A man performing parental authority he was never given the time to grow into. His language is borrowed from responsibility, not from emotional availability.
Sodapop Curtis
Warm, inclusive, frequently laughing — uses more exclamations than anyone. His language is designed to make other people feel good.
Emotional intelligence deployed as survival strategy. Sodapop has decided that the way to live in this world is to make it warmer for everyone around him. It's a choice, not a personality accident.
Cherry Valance
Polished, thoughtful, self-aware — Soc surface with genuine reflection underneath.

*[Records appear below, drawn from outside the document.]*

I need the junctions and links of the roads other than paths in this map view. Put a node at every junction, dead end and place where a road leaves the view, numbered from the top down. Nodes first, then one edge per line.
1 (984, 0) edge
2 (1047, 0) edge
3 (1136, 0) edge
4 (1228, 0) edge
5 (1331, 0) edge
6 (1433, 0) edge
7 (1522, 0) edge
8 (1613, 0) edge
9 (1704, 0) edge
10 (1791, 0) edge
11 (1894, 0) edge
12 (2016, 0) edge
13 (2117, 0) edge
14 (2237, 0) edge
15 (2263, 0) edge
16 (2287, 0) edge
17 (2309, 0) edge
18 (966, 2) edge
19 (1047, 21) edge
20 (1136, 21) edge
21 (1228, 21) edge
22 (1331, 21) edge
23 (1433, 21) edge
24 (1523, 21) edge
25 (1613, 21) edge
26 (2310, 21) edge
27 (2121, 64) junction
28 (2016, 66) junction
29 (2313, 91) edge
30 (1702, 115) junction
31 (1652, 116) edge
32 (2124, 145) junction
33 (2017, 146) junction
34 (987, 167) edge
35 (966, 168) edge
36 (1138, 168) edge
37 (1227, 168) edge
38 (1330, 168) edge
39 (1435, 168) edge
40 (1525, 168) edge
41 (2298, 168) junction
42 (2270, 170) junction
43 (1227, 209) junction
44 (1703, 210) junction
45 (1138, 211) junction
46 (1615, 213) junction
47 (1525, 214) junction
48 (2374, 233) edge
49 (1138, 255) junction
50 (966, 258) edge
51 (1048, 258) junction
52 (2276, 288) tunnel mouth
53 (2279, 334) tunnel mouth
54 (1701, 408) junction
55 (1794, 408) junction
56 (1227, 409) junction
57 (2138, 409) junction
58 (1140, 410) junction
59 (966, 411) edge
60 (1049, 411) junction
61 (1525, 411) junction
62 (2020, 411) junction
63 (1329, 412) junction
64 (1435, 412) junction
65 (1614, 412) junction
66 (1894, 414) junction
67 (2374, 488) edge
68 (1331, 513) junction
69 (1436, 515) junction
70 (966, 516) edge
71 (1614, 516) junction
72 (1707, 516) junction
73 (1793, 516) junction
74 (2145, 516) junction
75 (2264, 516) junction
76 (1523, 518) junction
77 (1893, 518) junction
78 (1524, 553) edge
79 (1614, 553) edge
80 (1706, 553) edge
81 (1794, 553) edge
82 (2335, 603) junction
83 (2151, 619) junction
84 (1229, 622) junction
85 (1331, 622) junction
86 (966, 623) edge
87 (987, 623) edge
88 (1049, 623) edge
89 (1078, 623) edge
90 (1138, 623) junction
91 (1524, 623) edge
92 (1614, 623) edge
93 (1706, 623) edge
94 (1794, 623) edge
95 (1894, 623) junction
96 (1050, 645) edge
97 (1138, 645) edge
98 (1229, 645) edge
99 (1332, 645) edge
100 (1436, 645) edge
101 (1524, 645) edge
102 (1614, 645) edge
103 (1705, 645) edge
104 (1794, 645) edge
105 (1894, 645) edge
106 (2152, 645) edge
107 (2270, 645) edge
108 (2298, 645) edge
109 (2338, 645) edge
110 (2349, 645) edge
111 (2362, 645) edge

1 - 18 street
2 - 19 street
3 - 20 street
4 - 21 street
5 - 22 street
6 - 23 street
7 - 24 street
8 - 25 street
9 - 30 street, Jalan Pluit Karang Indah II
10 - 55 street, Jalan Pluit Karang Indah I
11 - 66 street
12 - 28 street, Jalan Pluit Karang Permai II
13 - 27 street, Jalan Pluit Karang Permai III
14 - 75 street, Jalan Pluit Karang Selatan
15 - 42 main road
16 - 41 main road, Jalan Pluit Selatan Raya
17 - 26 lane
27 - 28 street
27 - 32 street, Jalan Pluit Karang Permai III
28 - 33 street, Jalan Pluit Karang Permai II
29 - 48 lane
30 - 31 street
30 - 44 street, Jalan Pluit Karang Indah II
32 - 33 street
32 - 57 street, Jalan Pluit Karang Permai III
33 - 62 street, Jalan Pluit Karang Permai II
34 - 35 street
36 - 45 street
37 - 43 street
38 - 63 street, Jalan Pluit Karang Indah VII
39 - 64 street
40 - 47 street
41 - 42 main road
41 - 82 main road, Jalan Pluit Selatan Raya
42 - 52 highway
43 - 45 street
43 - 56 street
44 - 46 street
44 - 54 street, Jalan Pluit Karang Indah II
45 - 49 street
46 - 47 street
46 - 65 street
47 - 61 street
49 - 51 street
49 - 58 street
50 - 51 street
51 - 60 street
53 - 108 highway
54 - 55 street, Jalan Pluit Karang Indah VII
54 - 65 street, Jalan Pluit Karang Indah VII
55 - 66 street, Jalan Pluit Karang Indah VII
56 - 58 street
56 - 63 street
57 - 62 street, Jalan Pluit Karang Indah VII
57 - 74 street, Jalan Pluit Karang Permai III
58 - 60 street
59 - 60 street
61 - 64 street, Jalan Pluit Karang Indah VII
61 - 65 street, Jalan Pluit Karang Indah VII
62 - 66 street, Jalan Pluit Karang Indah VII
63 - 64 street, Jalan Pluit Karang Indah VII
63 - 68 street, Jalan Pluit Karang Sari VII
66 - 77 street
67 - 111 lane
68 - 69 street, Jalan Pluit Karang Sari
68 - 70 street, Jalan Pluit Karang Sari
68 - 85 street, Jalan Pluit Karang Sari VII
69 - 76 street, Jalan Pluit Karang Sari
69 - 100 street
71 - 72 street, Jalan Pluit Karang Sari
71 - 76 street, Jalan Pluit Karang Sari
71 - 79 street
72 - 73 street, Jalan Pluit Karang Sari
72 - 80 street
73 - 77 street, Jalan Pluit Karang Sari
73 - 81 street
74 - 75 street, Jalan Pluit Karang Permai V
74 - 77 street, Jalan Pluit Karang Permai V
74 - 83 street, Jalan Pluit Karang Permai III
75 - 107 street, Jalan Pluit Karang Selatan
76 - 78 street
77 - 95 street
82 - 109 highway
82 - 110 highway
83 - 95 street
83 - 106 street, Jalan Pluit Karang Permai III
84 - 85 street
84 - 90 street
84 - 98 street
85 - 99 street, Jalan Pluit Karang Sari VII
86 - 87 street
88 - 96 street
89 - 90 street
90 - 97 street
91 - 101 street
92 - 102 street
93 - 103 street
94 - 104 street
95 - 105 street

Speaks in full sentences. Never uses greaser slang.
Class performance intact but under pressure. Cherry has been taught to speak correctly, but she's thinking past the manners. The gap between her speech register and her thoughts is smaller than most Socs.
Bob Sheldon
Barely speaks — we see him almost entirely through other people's descriptions and through his actions. When he does speak, it is possessive and drunk.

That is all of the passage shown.